Sono otto le persone indagate, ritenute responsabili del reato di truffa aggravata ai danni dello Stato.
Un sistema basato su certificazioni contraffatte
Secondo quanto ricostruito dagli investigatori del Nucleo di Polizia Economico-Finanziaria, gli indagati avrebbero percepito pensioni d’inabilità e indennità di accompagnamento senza possedere alcuna delle condizioni previste dalla legge.
Il danno per le casse pubbliche è stimato in 1.997.482 euro.
L’indagine ha preso le mosse dalle dichiarazioni di un collaboratore di giustizia, che ha descritto l’esistenza di un meccanismo illecito fondato sulla falsificazione delle certificazioni sanitarie e sulla complicità di soggetti che, pur non affetti da gravi patologie, avrebbero ottenuto per anni benefici economici indebitamente.
Le verifiche del G.I.C.O.
Le verifiche documentali effettuate dal Gruppo Investigazione Criminalità Organizzata (G.I.C.O.) hanno evidenziato come alcuni beneficiari non fossero mai stati visitati dalle commissioni mediche competenti.
Alla luce degli elementi raccolti, il GIP ha disposto il sequestro preventivo di beni mobili e immobili riconducibili agli indagati, fino a raggiungere l’importo ritenuto indebitamente percepito.

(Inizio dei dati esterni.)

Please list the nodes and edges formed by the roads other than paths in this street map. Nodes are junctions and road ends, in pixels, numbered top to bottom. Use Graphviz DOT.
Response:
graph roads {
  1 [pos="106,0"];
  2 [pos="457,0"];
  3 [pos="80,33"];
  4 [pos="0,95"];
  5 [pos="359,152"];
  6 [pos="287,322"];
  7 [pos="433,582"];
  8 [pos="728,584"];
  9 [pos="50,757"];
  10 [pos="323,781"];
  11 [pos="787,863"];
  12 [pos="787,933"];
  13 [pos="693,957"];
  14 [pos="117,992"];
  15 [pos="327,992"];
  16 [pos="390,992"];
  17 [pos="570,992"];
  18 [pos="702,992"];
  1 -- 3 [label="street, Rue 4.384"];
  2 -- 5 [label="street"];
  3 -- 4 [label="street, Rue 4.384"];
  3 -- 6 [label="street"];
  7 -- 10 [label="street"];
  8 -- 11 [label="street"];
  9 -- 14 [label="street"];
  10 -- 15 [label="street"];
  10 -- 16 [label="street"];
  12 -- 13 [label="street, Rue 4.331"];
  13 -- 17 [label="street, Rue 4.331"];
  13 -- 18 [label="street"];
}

Un danno allo Stato e ai cittadini
Il provvedimento, finalizzato anche alla confisca per equivalente, mira a recuperare l’intero ammontare della truffa e a impedire ulteriori dispersioni patrimoniali.
L’operazione rappresenta un nuovo e significativo intervento contro le truffe nel settore dell’assistenza pubblica, un fenomeno che sottrae risorse destinate ai cittadini realmente bisognosi e danneggia l’intero sistema sociale.